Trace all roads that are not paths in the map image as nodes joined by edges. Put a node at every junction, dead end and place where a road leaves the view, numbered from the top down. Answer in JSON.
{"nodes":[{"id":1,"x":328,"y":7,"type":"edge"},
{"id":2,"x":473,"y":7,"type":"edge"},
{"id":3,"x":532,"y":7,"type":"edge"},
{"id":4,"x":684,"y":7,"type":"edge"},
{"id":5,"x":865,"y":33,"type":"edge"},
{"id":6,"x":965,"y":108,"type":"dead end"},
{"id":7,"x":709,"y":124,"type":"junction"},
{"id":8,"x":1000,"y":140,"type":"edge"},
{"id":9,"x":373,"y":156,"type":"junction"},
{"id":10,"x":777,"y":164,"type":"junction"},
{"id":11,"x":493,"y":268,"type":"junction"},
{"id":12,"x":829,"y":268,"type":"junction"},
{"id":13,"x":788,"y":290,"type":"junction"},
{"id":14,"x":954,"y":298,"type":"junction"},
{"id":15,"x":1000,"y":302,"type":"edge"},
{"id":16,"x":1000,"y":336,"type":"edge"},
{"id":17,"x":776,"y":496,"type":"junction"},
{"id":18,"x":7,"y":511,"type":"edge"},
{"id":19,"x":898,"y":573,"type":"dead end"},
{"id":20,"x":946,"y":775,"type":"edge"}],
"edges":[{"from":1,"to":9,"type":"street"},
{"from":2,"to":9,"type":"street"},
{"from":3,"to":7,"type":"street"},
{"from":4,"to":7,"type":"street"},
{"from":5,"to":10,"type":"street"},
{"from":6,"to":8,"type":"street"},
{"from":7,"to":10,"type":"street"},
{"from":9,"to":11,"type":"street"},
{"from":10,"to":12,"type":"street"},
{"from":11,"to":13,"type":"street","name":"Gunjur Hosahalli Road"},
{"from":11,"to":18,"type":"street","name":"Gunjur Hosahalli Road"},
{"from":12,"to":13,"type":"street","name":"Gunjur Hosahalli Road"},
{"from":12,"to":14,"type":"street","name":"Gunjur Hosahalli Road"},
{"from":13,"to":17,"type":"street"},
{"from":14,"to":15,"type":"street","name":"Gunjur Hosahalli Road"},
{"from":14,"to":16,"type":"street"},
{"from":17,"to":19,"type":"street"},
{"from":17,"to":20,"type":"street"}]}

+ + + + +

What you have to do:
After examining the listing, give only the count of lines holding the string "dead".

Task result:
3